Más allá de los signos externos más evidentes del envejecimiento, como las canas, las arrugas o las manchas en la piel, ¿qué características de nuestra cara delatan el paso del tiempo, tanto en los hombres como en las mujeres?
Con la edad en nuestro rostro coinciden tres procesos naturales que van cambiando nuestro aspecto y que contribuyen a la percepción del envejecimiento: la pérdida degrasa facial, la resorción ósea y la flacidez.

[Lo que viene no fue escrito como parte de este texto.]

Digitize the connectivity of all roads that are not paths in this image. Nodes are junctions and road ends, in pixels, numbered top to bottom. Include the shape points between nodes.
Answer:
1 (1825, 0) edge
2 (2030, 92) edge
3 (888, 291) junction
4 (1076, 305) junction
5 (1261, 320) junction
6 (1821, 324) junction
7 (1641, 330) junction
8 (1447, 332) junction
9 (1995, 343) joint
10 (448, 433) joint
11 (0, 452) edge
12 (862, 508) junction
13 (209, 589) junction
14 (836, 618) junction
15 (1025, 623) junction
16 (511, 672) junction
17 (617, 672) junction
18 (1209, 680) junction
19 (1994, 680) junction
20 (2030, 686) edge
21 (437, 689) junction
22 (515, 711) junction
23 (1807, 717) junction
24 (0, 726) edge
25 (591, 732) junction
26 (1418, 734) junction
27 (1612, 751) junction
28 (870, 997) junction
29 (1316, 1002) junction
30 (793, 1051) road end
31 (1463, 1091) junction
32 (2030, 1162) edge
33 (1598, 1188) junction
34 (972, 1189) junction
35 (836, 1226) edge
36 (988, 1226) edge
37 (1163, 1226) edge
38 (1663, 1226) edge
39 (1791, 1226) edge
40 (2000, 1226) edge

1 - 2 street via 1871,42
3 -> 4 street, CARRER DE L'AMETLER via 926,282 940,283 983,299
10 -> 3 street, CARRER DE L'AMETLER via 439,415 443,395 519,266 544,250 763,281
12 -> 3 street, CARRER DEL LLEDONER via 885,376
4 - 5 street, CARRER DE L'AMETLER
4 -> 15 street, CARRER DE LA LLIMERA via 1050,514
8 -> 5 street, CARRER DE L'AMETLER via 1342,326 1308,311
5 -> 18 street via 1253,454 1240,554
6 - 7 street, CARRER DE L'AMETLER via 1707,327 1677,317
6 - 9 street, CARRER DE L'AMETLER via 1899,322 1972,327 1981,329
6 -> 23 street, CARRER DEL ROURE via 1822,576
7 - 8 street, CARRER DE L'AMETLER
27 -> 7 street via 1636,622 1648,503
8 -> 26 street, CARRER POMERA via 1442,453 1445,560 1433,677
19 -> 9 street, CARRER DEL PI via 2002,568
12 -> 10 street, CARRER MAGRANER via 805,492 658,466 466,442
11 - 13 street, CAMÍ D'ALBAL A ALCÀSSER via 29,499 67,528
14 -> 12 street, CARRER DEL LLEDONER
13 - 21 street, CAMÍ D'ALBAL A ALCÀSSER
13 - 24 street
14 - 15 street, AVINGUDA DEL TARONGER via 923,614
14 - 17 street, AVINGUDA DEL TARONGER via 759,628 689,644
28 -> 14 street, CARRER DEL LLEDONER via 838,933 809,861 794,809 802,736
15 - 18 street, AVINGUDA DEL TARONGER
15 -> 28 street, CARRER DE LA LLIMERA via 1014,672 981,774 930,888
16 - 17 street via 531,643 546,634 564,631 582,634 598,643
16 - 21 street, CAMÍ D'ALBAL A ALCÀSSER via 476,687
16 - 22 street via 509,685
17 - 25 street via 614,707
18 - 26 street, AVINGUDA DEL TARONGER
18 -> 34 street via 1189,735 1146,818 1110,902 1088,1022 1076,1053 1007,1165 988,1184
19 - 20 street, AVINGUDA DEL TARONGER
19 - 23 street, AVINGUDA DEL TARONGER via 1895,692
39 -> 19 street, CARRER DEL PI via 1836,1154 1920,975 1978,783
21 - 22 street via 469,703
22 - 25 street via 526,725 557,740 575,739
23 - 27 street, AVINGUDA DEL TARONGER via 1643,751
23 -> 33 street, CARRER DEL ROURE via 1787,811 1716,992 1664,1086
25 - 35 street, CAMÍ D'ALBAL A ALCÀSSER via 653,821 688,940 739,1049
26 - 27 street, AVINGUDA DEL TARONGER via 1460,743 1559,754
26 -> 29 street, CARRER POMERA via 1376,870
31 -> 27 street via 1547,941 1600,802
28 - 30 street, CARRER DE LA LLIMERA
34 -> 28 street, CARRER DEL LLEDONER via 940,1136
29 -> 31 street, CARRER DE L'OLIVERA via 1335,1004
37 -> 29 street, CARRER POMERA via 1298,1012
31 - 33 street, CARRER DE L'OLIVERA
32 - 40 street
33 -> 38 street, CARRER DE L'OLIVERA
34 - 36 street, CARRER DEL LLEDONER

«A partir de los 25 o 30 años, aunque parezca muy pronto, ya se empieza a involucionar o a envejecer», le dijo a BBC Mundo la cirujana Ainhoa Placer, miembro numerario de la Sociedad Española de Cirugía Plástica, Reparadora y Estética (Secpre).
Esa involución va a ser más notable dependiendo de la dieta y de factores externos como el fumar o el fotoenvejecimiento, que afecta a largo plazo a la calidad, elasticidad e hidratación de la piel.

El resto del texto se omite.